[Collected data entries]
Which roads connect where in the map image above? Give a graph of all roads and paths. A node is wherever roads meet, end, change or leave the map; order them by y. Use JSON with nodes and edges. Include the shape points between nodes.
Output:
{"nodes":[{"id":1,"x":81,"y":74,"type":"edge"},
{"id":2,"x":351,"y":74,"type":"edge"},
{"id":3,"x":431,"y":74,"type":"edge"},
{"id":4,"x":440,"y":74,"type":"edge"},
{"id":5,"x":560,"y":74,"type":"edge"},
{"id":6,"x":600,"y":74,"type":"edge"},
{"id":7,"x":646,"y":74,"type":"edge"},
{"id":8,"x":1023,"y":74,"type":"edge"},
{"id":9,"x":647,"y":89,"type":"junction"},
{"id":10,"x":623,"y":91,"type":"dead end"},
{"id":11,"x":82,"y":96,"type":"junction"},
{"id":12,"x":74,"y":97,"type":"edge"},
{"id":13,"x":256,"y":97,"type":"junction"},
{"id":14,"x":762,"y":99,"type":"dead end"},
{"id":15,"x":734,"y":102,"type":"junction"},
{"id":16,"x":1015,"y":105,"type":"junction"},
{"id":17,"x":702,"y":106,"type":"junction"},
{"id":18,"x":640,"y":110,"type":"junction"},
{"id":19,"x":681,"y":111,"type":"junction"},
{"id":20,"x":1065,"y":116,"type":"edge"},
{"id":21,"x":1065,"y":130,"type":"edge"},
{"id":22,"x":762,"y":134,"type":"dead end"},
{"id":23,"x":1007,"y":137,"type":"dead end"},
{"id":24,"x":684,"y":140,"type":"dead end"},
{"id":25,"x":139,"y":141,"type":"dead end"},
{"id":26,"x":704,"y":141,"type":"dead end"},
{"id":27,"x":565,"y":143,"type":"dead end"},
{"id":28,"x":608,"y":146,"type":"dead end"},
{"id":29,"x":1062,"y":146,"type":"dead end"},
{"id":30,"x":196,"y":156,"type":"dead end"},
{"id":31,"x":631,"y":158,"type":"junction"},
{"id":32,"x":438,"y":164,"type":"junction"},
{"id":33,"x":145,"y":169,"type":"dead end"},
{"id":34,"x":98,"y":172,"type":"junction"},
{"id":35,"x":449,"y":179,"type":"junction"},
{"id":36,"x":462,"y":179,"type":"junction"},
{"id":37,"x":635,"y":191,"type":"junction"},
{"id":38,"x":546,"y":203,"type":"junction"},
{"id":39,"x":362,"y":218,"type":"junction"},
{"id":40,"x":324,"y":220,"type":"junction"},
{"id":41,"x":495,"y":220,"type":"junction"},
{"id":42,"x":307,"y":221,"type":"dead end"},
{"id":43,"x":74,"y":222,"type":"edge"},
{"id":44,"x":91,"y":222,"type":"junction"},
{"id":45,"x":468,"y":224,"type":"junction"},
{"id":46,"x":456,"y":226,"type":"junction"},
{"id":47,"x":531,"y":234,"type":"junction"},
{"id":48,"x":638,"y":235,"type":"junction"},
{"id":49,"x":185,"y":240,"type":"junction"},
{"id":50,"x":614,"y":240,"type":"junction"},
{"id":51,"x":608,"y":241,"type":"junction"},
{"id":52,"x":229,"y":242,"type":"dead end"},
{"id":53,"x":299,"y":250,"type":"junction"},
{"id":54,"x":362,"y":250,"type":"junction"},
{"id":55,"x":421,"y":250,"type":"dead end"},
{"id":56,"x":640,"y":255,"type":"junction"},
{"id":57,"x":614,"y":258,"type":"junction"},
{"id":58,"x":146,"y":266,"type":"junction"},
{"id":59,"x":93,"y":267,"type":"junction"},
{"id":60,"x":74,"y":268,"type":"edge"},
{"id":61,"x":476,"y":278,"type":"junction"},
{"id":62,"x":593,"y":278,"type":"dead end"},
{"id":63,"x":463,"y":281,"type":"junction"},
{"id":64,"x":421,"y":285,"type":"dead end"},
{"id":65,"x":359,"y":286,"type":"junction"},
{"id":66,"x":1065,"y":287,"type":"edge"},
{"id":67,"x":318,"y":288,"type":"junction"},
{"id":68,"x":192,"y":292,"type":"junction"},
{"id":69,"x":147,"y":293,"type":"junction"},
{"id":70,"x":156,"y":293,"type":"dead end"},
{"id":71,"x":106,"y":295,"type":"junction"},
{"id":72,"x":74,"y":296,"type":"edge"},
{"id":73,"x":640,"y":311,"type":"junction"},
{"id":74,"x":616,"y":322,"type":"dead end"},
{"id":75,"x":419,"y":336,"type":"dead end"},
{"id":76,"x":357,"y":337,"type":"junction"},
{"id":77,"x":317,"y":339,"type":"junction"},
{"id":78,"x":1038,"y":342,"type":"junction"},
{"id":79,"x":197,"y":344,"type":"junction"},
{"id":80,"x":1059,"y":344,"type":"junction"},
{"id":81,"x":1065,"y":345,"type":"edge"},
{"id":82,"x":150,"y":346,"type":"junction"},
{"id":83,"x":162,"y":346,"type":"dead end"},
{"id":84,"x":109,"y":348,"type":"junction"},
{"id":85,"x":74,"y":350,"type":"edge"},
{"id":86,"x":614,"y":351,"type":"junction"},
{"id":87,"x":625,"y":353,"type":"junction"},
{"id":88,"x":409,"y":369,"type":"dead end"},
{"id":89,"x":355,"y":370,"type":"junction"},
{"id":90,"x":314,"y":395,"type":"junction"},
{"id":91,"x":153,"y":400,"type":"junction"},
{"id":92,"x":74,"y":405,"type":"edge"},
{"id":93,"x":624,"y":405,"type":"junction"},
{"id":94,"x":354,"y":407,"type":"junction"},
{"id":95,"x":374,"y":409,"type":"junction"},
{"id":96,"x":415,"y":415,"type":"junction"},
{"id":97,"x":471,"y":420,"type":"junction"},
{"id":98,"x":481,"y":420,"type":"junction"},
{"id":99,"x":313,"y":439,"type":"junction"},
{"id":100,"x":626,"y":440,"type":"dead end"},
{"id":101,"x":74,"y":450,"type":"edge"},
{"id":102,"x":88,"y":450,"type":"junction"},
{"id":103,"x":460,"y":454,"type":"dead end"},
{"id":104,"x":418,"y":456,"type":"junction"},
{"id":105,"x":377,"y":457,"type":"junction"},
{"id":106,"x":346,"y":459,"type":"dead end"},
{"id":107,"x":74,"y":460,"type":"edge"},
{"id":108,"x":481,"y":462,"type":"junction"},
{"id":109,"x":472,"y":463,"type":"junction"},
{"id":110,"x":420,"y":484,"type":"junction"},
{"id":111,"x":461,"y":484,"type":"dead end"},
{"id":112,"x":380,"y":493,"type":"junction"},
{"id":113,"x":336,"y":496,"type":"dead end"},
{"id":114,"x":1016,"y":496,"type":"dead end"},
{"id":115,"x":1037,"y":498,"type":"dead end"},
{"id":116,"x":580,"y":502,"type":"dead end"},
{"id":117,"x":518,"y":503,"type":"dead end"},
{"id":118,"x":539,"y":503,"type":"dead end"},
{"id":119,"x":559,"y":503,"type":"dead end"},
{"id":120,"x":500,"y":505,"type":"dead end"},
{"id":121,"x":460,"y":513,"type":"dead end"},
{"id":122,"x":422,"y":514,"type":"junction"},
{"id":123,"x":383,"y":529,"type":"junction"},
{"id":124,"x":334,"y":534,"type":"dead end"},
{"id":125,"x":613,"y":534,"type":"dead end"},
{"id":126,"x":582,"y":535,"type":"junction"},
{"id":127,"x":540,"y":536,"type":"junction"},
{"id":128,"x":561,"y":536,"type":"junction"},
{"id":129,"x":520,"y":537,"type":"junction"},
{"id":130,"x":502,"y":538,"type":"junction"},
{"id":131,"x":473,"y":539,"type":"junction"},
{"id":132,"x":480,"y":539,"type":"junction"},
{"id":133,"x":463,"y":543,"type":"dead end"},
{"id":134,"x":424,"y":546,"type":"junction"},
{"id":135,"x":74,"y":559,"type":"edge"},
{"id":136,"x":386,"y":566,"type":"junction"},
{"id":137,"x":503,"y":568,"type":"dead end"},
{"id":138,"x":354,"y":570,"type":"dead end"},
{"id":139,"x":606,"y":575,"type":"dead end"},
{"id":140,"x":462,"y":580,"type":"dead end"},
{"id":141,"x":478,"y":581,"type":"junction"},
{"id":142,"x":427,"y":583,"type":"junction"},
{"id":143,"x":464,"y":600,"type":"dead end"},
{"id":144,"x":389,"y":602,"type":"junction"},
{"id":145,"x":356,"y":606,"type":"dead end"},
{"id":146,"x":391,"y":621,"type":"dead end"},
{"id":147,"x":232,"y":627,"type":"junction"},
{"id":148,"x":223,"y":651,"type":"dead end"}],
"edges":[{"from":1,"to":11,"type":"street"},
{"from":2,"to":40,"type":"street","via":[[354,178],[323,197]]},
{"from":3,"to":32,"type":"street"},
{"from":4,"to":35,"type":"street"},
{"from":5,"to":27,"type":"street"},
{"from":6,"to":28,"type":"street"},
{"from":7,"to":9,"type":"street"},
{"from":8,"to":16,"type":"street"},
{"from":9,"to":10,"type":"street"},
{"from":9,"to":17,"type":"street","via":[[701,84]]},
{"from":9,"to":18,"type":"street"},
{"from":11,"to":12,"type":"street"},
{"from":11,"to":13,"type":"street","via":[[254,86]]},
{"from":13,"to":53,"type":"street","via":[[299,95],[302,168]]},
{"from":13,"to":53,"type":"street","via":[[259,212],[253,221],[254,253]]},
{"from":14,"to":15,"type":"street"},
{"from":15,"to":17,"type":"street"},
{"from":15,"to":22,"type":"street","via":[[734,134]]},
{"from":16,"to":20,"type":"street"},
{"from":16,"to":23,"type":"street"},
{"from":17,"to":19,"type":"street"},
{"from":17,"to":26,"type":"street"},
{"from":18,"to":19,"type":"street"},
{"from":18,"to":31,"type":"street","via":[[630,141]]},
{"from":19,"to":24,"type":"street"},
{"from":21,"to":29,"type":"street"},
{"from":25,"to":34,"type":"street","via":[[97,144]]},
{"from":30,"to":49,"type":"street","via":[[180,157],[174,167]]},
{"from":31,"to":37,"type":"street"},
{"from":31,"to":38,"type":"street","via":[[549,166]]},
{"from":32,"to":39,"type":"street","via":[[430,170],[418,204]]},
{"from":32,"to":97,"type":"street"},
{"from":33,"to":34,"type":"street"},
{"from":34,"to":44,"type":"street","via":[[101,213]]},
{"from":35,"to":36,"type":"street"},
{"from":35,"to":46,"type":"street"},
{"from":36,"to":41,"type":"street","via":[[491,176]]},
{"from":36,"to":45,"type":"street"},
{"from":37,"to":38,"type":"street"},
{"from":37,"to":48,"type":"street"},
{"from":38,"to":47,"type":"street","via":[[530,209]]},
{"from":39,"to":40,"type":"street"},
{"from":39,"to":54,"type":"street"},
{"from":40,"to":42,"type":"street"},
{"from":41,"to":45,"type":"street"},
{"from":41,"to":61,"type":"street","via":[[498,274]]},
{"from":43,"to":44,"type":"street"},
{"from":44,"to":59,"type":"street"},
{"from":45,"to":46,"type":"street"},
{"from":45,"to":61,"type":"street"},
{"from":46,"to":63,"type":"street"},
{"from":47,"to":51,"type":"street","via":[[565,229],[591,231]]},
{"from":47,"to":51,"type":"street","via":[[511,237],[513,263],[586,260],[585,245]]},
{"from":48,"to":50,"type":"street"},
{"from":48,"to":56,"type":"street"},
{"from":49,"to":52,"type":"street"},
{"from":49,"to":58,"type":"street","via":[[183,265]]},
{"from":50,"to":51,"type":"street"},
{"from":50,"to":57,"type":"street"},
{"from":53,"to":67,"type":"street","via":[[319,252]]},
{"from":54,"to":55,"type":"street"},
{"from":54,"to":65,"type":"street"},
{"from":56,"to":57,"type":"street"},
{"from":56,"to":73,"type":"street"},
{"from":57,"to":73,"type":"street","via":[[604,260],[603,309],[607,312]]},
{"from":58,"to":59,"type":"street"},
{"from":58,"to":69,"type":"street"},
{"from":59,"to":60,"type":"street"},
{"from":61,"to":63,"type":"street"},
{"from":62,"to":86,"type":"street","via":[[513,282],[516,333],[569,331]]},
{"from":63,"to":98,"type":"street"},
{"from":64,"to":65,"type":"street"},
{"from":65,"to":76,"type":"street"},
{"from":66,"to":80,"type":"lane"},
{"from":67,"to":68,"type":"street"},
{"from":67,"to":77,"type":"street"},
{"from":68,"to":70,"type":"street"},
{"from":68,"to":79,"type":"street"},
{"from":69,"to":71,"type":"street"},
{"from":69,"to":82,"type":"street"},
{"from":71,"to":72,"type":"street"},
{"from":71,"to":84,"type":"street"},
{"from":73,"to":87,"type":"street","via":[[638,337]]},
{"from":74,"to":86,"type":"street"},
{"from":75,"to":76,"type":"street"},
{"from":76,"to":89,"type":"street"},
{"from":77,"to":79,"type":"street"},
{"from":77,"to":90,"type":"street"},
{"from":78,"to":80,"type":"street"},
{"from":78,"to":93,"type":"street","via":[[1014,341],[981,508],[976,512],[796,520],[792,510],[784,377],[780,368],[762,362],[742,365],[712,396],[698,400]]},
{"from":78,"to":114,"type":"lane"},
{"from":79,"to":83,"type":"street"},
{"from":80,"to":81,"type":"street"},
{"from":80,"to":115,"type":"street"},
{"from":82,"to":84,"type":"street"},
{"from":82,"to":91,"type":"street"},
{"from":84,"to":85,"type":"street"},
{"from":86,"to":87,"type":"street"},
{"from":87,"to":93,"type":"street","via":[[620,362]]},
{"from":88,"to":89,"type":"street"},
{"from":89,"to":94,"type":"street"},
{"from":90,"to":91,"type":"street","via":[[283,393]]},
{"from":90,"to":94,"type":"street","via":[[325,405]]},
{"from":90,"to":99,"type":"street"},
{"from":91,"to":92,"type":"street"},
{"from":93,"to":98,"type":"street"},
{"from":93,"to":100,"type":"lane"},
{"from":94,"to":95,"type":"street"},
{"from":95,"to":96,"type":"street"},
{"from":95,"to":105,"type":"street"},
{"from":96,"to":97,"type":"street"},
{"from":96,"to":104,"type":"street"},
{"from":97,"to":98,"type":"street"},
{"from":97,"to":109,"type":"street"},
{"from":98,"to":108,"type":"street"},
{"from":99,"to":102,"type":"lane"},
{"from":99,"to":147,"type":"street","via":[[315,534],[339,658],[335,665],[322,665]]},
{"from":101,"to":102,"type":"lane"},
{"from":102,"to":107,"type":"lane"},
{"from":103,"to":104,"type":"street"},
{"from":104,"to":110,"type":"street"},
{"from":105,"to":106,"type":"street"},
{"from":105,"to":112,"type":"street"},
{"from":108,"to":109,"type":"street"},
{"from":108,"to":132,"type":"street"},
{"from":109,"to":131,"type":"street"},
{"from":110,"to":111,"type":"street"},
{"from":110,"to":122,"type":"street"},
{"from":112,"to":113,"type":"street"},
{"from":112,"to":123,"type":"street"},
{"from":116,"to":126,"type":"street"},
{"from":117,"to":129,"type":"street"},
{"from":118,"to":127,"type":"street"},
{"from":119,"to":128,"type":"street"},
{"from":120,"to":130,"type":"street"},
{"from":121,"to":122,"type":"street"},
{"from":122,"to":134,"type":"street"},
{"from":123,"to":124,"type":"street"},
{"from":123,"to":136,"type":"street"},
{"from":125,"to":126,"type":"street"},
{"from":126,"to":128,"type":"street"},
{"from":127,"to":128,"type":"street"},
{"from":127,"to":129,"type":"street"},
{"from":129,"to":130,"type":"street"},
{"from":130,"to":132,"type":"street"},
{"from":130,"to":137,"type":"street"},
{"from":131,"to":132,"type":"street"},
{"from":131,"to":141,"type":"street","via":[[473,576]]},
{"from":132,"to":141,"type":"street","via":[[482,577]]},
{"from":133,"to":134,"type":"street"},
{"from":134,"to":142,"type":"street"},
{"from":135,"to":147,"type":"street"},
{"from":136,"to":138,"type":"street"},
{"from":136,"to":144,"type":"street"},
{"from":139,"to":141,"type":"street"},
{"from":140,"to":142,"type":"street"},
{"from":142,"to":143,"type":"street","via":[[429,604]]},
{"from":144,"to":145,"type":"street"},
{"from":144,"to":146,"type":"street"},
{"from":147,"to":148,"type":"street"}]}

DESCRIPTION OF THE TASK:
Once you have read through the entries, say how many of their lines include the string "nodes" and give nothing but that number.

WRITTEN SOLUTION:
2